Output range, inclusive: from the line containing "SkFont result(fontMgr->matchFamilyStyle(family, style), size);" to the line containing "font.textToGlyphs(s, strlen(s), SkTextEncoding::kUTF8, glyphs);". Restate those lines from the data below word for word and only those.

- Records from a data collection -
↓↓↓
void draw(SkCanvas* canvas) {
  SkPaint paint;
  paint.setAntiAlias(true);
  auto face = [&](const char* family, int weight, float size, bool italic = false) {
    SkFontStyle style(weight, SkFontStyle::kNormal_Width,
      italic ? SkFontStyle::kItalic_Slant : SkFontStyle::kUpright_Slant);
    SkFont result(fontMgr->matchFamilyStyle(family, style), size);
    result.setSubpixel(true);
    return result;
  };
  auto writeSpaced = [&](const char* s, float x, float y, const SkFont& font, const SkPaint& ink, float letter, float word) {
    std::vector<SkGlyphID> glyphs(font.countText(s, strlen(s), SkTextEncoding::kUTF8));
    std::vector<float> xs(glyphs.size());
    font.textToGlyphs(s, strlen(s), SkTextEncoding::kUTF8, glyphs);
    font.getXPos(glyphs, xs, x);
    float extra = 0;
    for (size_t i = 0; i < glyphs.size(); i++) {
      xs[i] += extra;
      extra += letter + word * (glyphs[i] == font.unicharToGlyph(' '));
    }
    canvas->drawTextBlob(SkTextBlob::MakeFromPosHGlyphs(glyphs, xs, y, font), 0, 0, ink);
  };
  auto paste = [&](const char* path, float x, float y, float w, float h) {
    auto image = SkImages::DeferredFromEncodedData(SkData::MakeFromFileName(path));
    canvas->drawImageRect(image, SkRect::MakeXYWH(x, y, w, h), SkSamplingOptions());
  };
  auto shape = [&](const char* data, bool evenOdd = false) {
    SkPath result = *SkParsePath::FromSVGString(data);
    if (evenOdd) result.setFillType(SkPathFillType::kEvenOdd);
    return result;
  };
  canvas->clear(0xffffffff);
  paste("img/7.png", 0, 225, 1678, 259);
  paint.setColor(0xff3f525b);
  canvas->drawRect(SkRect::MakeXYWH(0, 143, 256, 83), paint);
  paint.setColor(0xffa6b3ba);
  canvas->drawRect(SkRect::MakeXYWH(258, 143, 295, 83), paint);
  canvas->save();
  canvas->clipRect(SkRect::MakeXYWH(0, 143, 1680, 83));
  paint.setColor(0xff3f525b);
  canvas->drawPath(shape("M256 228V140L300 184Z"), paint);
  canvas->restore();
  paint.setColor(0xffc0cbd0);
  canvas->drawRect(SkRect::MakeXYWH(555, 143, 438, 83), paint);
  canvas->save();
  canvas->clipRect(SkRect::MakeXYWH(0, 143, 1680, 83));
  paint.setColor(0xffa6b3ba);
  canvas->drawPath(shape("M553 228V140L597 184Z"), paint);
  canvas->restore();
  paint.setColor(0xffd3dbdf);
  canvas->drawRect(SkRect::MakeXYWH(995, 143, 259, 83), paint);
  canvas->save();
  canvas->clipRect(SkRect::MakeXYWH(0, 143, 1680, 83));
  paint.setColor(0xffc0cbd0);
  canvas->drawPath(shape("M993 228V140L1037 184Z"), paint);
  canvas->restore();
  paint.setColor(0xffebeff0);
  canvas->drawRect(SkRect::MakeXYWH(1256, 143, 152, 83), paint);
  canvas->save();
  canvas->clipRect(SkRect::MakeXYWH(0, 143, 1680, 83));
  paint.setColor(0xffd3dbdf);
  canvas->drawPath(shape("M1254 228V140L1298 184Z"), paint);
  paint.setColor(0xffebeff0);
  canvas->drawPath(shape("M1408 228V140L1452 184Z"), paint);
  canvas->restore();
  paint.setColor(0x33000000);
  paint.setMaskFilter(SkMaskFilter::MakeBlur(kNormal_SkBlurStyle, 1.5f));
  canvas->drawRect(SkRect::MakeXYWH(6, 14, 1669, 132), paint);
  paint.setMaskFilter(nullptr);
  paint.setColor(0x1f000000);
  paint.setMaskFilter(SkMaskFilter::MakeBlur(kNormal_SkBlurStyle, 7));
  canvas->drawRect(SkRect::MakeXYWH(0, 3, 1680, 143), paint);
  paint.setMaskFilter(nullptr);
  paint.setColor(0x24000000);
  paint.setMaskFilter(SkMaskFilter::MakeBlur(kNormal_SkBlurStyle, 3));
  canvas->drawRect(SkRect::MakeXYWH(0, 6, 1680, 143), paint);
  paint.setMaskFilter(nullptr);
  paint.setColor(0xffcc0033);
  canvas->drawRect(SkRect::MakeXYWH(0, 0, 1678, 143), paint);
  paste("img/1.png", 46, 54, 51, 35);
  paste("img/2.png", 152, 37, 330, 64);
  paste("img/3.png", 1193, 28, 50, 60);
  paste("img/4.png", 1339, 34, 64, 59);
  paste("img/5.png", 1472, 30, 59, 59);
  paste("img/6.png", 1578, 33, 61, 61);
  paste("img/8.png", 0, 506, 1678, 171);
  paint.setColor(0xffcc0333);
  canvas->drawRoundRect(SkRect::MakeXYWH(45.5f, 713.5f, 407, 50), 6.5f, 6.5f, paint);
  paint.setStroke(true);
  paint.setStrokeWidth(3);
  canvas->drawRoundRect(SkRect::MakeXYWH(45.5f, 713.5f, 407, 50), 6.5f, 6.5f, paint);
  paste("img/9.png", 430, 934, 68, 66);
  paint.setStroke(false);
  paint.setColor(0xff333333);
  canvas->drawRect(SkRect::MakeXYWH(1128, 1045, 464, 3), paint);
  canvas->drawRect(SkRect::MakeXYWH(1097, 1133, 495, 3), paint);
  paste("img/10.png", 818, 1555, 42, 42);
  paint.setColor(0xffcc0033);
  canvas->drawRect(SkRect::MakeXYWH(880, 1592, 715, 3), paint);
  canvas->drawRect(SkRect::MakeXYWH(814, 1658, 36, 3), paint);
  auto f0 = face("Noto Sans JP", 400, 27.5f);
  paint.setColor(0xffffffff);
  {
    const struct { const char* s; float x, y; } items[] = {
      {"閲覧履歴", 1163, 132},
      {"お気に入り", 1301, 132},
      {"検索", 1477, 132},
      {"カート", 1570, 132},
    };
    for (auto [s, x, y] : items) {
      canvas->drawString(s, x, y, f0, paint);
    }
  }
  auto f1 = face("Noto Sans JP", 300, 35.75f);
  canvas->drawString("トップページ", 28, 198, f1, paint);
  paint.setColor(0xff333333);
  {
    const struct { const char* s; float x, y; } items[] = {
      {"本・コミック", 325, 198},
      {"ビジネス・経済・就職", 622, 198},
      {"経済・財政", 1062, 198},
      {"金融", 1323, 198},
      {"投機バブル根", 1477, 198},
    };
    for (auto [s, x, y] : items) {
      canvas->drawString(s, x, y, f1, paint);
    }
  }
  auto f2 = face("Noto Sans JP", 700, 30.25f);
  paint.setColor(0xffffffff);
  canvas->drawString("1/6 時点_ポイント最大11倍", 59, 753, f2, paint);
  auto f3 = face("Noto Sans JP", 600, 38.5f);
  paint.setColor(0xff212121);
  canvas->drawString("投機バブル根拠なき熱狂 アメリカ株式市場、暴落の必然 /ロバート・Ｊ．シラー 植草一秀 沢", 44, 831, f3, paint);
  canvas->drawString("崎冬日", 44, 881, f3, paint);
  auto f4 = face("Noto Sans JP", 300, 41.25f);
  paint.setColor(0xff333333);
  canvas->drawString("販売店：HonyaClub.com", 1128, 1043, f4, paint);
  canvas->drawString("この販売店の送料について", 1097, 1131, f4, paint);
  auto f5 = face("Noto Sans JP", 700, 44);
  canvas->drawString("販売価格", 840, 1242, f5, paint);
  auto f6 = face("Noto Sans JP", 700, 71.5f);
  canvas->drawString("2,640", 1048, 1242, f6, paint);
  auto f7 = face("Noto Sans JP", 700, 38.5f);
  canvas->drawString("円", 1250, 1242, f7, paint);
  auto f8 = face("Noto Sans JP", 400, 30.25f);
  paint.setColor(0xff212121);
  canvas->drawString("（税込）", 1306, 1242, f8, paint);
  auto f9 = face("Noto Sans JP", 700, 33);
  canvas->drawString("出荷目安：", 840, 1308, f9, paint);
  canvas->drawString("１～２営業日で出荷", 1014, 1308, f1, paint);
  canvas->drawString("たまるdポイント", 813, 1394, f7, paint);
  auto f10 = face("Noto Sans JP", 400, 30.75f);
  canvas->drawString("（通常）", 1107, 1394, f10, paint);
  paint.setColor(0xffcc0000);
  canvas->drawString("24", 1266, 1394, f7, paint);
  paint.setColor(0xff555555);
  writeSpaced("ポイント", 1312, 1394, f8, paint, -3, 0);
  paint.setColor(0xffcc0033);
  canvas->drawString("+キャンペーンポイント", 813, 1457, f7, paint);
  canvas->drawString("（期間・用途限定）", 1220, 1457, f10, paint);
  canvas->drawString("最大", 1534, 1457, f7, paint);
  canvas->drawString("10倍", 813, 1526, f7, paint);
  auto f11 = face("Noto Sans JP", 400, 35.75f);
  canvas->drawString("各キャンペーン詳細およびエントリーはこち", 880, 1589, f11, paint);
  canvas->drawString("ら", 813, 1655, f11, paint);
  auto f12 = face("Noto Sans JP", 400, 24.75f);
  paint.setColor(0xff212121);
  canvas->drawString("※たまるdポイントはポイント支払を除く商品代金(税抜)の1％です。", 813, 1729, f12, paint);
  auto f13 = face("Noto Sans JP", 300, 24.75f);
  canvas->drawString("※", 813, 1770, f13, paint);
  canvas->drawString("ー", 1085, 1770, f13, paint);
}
↑↑↑
- Written answer -
    SkFont result(fontMgr->matchFamilyStyle(family, style), size);
    result.setSubpixel(true);
    return result;
  };
  auto writeSpaced = [&](const char* s, float x, float y, const SkFont& font, const SkPaint& ink, float letter, float word) {
    std::vector<SkGlyphID> glyphs(font.countText(s, strlen(s), SkTextEncoding::kUTF8));
    std::vector<float> xs(glyphs.size());
    font.textToGlyphs(s, strlen(s), SkTextEncoding::kUTF8, glyphs);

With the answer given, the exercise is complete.